»»
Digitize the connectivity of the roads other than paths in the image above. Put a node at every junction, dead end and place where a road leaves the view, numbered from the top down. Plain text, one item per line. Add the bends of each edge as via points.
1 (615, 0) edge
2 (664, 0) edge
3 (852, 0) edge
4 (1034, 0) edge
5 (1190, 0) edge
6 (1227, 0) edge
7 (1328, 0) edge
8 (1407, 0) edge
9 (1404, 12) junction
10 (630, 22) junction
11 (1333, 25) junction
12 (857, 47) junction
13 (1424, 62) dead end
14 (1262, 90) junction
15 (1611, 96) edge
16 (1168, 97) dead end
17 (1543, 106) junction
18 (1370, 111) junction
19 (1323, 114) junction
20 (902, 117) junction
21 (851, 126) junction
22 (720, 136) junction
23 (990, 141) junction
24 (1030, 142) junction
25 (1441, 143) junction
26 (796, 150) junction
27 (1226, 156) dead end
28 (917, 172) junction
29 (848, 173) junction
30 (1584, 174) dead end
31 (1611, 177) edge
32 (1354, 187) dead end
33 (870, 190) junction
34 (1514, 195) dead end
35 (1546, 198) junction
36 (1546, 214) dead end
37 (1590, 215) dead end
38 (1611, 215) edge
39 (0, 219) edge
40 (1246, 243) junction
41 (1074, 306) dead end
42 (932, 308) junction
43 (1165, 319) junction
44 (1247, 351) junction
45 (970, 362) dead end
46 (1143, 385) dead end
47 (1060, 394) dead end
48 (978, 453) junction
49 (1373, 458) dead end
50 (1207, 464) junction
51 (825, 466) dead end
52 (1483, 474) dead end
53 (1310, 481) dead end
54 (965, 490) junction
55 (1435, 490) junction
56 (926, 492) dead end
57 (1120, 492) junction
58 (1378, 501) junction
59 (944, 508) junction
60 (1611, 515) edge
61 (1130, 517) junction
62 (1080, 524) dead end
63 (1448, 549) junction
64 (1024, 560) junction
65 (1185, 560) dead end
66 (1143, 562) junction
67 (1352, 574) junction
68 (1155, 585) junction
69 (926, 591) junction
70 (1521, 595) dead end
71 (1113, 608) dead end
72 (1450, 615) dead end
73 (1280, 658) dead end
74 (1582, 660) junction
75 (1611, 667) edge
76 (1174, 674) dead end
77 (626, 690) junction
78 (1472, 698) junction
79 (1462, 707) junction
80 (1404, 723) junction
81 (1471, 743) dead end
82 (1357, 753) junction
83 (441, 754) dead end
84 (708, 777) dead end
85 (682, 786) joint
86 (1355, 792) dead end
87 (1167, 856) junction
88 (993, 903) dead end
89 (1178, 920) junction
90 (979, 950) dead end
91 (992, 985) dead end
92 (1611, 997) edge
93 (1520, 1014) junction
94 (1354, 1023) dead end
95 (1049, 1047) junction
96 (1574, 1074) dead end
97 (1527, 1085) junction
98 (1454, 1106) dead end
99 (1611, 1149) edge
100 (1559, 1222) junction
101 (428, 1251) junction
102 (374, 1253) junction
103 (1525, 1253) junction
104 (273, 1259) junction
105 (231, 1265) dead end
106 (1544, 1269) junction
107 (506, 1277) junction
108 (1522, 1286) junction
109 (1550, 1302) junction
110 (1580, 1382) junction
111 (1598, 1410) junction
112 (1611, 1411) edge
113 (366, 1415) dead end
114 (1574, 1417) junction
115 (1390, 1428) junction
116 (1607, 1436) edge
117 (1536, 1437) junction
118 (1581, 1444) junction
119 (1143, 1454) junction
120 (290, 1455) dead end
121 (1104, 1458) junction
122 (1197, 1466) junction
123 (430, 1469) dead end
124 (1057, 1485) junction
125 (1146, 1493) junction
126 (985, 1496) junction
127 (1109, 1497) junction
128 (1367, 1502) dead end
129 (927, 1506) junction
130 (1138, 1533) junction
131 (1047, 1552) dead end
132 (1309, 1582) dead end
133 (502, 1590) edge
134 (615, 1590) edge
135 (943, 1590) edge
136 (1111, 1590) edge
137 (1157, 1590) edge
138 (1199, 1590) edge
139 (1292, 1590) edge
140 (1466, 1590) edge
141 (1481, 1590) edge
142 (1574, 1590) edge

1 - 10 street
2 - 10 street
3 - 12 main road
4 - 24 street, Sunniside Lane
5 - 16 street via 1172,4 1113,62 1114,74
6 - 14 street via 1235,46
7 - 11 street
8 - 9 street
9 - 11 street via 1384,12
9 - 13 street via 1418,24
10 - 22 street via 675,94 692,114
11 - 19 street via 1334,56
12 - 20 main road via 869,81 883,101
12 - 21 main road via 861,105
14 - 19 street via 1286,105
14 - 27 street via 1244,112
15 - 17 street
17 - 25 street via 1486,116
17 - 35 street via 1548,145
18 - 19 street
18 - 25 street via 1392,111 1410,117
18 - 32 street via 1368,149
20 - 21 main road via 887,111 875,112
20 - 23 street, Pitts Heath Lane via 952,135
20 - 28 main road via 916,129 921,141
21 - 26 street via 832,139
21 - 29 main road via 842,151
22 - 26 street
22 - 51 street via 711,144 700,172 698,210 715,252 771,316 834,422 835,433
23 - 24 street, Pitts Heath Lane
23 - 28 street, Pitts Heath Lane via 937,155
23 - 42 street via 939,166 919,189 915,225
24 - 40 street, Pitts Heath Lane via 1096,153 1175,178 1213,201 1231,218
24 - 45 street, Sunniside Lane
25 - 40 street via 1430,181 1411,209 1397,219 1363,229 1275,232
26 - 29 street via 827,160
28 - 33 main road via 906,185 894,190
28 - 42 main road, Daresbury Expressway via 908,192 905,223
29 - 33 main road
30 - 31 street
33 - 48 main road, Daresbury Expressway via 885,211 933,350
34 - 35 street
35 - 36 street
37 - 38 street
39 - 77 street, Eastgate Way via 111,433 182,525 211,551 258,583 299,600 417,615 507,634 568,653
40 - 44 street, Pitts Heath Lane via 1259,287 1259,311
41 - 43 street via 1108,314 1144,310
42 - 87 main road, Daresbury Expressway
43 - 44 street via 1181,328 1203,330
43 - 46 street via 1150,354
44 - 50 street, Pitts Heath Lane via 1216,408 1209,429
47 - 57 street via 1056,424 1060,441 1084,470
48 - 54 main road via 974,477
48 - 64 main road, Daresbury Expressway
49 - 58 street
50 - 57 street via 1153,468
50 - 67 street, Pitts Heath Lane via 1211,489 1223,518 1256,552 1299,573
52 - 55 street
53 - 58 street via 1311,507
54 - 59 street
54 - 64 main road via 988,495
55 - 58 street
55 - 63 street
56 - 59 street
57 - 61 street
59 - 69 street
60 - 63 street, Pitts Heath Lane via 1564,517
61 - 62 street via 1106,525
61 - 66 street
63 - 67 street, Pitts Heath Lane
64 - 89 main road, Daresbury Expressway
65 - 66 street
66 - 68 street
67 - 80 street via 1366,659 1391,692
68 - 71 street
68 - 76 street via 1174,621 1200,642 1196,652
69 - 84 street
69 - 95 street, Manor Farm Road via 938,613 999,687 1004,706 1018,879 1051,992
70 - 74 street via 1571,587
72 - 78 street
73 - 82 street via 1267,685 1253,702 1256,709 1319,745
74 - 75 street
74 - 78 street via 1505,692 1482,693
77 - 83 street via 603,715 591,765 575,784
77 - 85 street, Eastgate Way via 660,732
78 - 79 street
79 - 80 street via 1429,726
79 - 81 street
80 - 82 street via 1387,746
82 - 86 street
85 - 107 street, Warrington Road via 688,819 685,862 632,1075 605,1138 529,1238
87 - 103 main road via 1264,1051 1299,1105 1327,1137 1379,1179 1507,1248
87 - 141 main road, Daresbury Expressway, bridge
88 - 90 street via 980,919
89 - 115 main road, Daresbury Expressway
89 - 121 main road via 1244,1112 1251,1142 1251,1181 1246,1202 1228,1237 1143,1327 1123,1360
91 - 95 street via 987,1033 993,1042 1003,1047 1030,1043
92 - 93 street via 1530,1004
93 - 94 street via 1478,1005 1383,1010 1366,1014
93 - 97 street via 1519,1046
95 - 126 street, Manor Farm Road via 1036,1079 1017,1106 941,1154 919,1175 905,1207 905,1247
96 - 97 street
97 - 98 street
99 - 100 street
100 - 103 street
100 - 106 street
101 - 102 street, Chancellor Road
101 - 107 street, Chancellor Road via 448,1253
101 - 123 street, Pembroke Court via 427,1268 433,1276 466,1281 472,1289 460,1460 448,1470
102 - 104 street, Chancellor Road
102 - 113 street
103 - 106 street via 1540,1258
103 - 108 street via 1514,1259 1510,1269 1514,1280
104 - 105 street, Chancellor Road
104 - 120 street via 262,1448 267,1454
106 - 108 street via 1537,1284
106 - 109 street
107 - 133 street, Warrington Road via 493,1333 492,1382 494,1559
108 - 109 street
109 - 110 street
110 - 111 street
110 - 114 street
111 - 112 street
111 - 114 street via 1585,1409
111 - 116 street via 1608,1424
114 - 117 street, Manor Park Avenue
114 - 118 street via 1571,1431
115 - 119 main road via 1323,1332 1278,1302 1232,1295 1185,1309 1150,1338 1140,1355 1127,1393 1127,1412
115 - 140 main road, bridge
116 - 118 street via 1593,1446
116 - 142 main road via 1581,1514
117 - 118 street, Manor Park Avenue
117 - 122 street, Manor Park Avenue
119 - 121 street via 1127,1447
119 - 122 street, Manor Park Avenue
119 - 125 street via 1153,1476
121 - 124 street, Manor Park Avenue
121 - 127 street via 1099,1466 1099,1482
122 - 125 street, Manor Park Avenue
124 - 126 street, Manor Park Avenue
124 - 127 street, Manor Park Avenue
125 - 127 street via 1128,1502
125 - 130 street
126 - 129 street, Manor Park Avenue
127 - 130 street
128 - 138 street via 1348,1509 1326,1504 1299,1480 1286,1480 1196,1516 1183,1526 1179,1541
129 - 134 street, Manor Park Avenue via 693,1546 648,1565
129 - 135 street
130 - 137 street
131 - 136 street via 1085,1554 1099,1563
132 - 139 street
««
■ ACTIVITY
Would you please copy all lines in the data that contain the word "Farm"?

■ ANSWER
69 - 95 street, Manor Farm Road via 938,613 999,687 1004,706 1018,879 1051,992
95 - 126 street, Manor Farm Road via 1036,1079 1017,1106 941,1154 919,1175 905,1207 905,1247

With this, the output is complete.